Frequent germline mutations and somatic repeat instability in DNA mismatch-repair-deficient Caenorhabditis elegans.

Tijsterman M, Pothof J, Plasterk RHA

Medline:
12072462
Citation:
Genetics 161: 651-660 2002
Type:
ARTICLE
Genes:
mlh-1 msh-2 msh-3 msh-6 pms-2 unc-93
Abstract:
Mismatch-repair-deficient mutants were initially recognized as mutation-prone derivatives of bacteria, and later mismatch repair deficiency was found to predispose humans to colon cancers (HNPCC). We generated mismatch-repair-deficient Caenorhabditis elegans by deleting the msh-6 gene and analyzed the fidelity of transmission of genetic information to subsequent generations. msh-6-defective animals show an elevated level of spontaneous mutants in both the male and female germline; also repeated DNA tracts are unstable. To monitor DNA repeat instability in somatic tissue, we developed a sensitive system, making use of heat-shock promoter-driven lacZ transgenes, but with a repeat that puts this reporter gene out of frame.

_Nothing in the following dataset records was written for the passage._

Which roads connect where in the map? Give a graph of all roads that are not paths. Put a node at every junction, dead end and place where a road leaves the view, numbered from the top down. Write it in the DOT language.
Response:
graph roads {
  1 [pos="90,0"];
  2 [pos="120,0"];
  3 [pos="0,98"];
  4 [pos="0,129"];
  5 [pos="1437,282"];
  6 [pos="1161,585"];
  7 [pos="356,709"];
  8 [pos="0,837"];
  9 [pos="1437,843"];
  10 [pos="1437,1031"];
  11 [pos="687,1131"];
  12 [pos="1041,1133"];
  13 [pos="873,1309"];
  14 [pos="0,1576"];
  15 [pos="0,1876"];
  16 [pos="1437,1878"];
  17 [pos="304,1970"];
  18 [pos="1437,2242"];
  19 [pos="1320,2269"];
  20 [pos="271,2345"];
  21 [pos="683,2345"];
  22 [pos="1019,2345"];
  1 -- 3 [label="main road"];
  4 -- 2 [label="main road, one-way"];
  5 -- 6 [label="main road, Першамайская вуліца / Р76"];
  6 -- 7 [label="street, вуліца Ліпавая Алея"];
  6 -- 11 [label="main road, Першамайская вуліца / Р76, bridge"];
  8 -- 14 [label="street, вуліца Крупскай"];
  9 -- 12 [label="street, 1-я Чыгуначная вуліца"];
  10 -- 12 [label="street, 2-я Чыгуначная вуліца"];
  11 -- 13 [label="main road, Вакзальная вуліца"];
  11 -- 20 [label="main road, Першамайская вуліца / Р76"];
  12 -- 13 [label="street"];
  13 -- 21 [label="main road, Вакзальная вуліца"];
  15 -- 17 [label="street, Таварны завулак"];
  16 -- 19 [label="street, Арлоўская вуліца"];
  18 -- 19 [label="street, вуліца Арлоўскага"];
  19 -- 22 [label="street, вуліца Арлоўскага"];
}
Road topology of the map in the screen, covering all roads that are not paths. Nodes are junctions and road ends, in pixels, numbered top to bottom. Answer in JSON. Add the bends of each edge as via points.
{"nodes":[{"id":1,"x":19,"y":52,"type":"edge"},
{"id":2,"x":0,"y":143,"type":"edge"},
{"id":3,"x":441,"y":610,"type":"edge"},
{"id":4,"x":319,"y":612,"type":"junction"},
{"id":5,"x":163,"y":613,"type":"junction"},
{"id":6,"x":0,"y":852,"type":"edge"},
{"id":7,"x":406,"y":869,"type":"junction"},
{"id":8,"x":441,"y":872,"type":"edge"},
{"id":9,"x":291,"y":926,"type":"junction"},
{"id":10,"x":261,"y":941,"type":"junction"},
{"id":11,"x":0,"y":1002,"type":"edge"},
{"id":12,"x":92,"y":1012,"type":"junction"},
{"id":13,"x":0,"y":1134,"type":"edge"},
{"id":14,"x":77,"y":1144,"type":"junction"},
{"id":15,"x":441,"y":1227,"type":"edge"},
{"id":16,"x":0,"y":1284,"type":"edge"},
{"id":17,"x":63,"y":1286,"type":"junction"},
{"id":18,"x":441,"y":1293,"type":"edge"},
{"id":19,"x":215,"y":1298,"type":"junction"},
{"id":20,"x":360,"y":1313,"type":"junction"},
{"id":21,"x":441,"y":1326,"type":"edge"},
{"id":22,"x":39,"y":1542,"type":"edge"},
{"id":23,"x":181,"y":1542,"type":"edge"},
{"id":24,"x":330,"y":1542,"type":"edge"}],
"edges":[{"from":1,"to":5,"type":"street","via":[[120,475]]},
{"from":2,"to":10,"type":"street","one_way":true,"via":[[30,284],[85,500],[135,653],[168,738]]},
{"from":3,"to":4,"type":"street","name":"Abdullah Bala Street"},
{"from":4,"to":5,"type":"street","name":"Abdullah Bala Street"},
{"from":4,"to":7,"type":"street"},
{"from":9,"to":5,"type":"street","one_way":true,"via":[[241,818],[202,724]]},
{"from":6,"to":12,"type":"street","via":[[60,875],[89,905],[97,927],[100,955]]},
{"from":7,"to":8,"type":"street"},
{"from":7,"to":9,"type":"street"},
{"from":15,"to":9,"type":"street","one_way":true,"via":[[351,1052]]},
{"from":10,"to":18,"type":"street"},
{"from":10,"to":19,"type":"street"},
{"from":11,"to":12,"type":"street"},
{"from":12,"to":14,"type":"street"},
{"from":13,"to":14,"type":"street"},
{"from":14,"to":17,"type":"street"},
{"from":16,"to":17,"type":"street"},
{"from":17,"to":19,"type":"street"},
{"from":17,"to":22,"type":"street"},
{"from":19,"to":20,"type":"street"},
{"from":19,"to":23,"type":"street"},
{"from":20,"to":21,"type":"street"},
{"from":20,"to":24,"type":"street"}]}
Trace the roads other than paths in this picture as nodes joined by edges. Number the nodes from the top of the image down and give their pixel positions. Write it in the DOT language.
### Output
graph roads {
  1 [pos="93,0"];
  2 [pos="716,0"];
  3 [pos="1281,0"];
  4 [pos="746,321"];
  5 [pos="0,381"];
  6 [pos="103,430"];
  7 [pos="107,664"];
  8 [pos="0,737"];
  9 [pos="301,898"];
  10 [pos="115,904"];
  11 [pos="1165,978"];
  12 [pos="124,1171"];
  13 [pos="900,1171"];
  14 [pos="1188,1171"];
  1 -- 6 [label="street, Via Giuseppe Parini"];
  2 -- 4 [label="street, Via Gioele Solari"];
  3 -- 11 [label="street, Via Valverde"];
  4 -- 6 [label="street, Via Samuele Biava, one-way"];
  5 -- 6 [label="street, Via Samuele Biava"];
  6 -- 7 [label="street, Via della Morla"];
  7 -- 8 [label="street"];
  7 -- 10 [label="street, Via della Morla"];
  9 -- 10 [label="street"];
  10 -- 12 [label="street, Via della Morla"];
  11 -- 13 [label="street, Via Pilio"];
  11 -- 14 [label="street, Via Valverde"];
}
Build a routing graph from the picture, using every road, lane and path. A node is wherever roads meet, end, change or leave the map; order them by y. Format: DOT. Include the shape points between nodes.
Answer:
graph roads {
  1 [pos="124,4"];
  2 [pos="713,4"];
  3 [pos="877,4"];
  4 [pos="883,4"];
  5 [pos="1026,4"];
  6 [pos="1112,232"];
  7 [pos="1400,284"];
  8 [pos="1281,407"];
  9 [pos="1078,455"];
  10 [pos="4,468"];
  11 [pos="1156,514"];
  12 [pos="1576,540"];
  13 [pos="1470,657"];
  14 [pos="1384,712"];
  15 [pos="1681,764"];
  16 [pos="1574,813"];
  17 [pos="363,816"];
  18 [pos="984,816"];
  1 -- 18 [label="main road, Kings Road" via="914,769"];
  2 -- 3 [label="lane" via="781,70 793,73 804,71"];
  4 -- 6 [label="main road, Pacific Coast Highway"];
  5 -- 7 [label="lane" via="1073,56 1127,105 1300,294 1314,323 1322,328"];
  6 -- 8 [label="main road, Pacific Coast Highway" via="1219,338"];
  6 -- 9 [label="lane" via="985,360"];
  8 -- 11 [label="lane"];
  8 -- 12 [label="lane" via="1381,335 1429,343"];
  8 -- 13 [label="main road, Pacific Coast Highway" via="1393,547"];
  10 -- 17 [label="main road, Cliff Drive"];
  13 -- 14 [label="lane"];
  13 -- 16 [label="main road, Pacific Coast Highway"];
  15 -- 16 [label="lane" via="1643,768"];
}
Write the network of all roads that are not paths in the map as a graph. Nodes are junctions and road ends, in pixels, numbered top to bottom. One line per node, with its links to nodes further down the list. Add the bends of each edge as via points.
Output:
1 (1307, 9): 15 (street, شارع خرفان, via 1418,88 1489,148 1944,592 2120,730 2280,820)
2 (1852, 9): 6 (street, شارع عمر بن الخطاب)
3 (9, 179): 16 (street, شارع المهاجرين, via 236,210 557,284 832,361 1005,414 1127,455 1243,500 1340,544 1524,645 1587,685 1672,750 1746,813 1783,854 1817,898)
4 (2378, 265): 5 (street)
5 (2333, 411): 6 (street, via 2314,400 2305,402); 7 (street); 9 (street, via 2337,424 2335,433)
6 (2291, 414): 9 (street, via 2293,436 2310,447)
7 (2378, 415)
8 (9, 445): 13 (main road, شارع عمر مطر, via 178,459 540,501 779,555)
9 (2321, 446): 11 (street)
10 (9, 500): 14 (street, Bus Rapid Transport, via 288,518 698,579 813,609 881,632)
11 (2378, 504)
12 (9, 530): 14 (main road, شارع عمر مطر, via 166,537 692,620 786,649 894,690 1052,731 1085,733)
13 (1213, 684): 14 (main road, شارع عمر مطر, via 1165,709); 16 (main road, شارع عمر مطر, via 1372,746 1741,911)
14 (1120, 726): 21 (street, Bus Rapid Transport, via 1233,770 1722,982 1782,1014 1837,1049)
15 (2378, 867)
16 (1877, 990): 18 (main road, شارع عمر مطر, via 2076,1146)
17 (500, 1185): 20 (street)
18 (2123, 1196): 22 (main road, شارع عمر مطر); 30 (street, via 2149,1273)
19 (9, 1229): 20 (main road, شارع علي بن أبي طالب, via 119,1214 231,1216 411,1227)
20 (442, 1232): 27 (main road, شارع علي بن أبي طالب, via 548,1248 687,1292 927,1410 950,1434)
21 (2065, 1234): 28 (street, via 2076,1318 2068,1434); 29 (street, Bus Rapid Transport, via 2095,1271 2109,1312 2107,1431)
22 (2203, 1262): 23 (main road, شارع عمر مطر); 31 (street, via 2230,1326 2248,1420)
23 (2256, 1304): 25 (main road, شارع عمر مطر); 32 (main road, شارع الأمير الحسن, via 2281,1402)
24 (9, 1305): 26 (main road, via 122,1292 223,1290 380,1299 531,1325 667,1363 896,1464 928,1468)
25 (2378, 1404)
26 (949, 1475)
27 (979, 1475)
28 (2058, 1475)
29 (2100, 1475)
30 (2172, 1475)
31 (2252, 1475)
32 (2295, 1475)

In genetic msh-6-deficient animals lacZ+ patches are observed as a result of somatic repeat instability. RNA interference by feeding wild-type animals dsRNA homologous to msh-2 or msh-6 also resulted in somatic DNA instability, as well as in germline mutagenesis, indicating that one can use C. elegans as a model system to discover genes involved in maintaining DNA stability by large-scale RNAi screens.